Habitantes temporales de la Tierra, pero viajeros
por mundos insólitos.
Somos descendientes de seres de otros mundos y emparentados
con ellos,
Vinimos en ese sentido de las estrellas, con origen,
pues, extraterrestre,
Como cree Francis Crik, uno de los descubridores de
la doble hélice del ADN.
Más aún, sin intervención sobre nuestros cuerpos de
entidades exteriores a la Tierra
No hubiera sido posible que por evolución se hubiera
pasado, en 200.000 años,
Del homo erectus al hombre actual. ¡Harían falta 30
millones de años evolutivos!.
T. Huxley lo creía y Alan F. Arnold lo afirma en su libro “Los dioses del
nuevo milenio”.
Que la imaginación y la intuición digan el resto,
ellas abren las puertas del conocer.
Ahora bien, nosotros no somos los cuerpos, los utilizamos.
Ellos pasan, nosotros no.
Somos almas recorriendo infinitas posibilidades a
través de infinitos mundos y cuerpos.
Nuestro recorrido se basa en un ascenso evolutivo, coherente
y jerárquico
Que se alimenta y es impulsado por ese motor
imparable, esencial e identificativo
Llamado instinto
de perfección. Por él ansiamos y buscamos la plenitud sin fisuras.

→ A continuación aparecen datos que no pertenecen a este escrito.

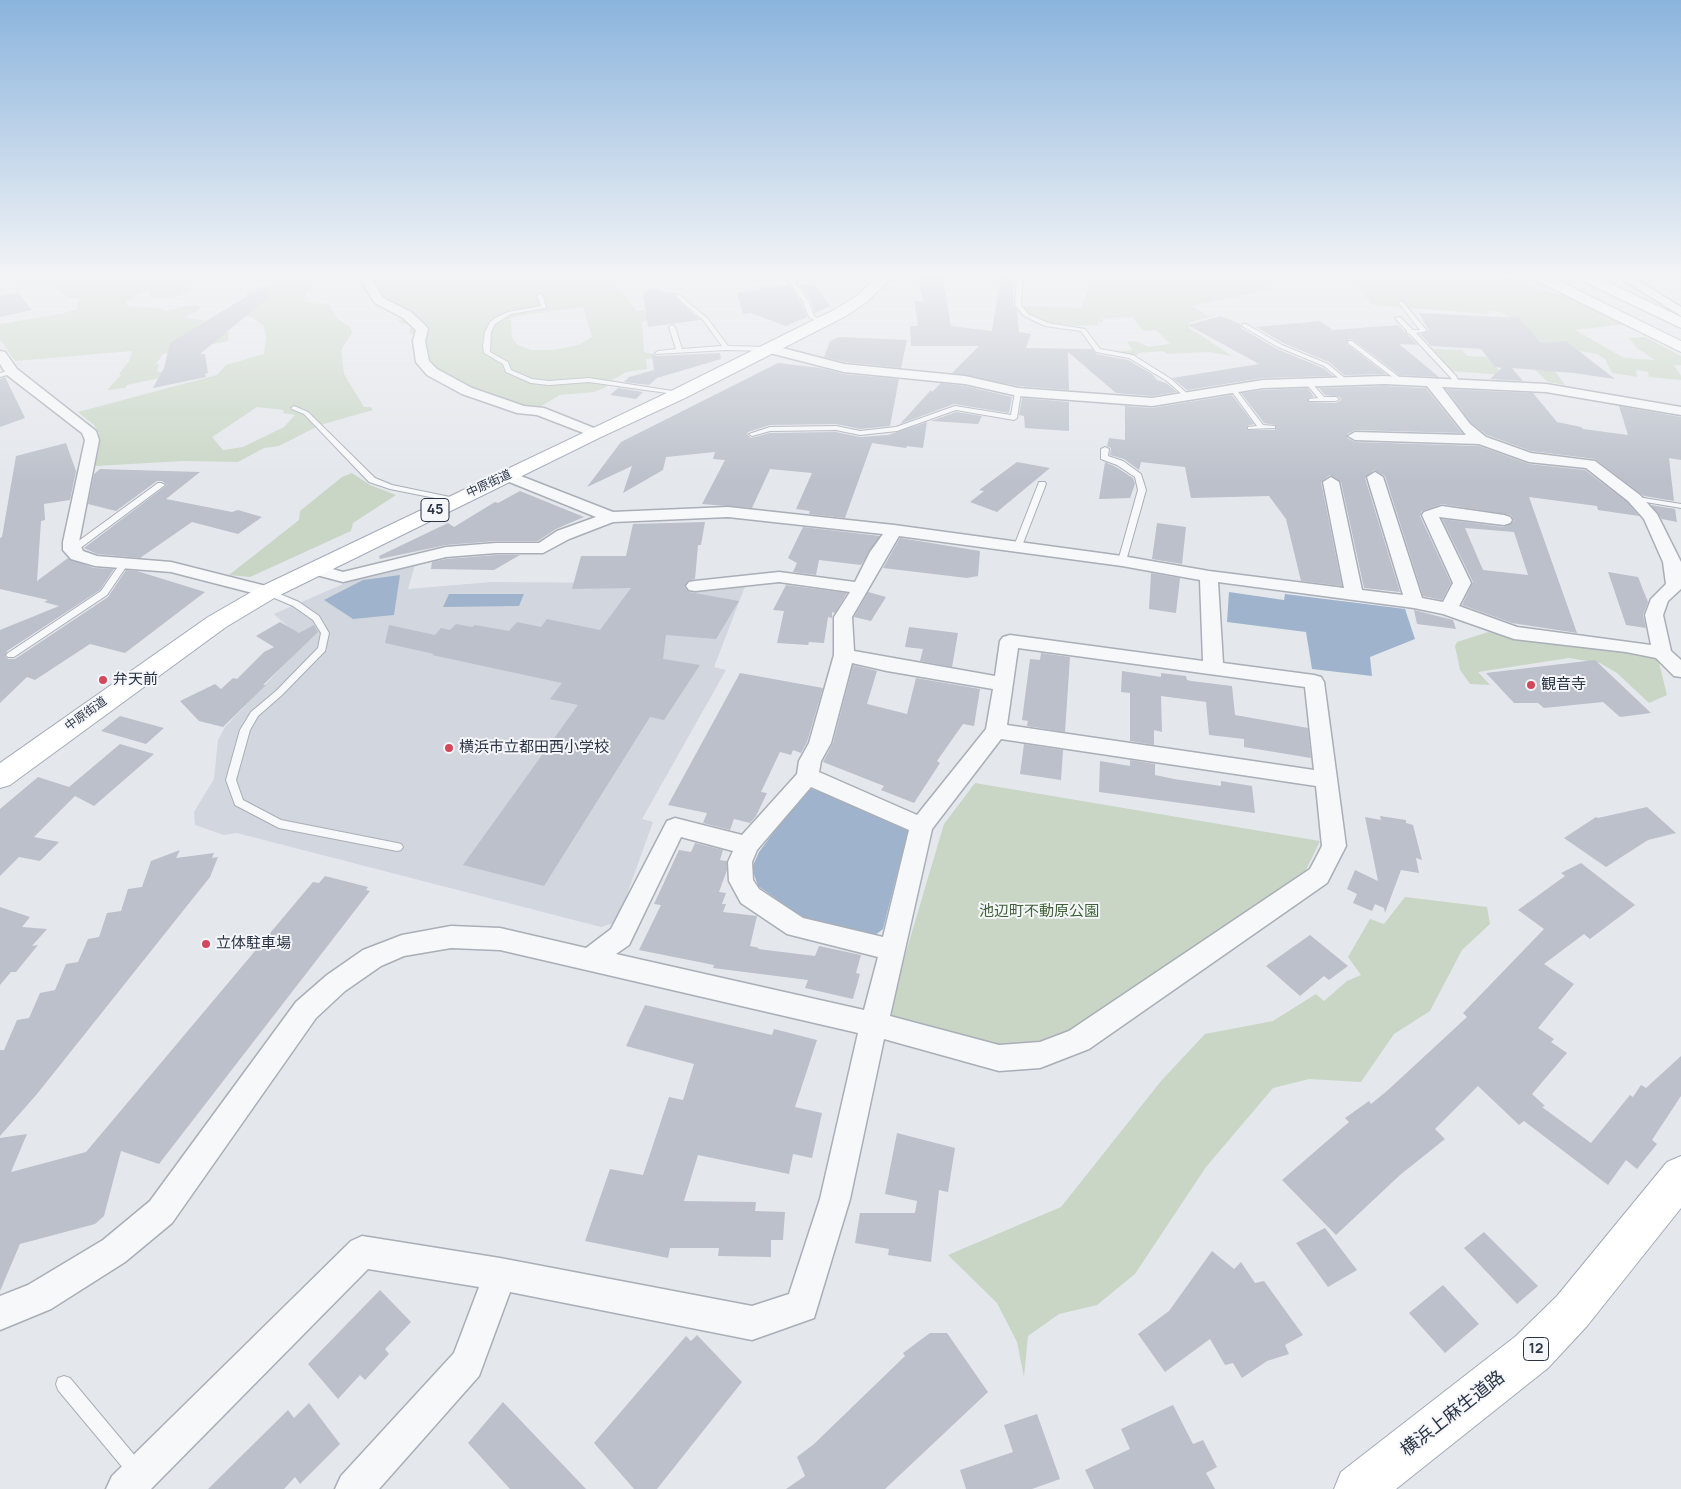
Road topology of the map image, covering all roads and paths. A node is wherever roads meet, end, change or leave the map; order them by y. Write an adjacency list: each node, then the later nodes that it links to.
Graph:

Vamos tras ella porque de modo muy sutil sabemos que
de ella salimos, que la somos.
Esta es la verdad de nuestro origen, no como cuerpos
sino como almas:
Nos separamos aparentemente de ella y hacia ella volvemos,
lo estamos haciendo.
Lo hacemos a través de infinitos caminos, formas,
condiciones y estados,
Ninguno de ellos nos es ajeno. De ahí, nuestra
profunda hermandad con todo y todos,
Desde la energía más simple a la formación más
compleja, desde el mineral al animal.
Todo nos acompaña y acompañará mientras lo
necesitemos, como nuestro cuerpo.
Todos los universos y realidades manifiestas juntas forman
el cuerpo de Dios.
Del mismo modo que el cosmos es el nuestro. Y
nuestro ser el alma de Dios.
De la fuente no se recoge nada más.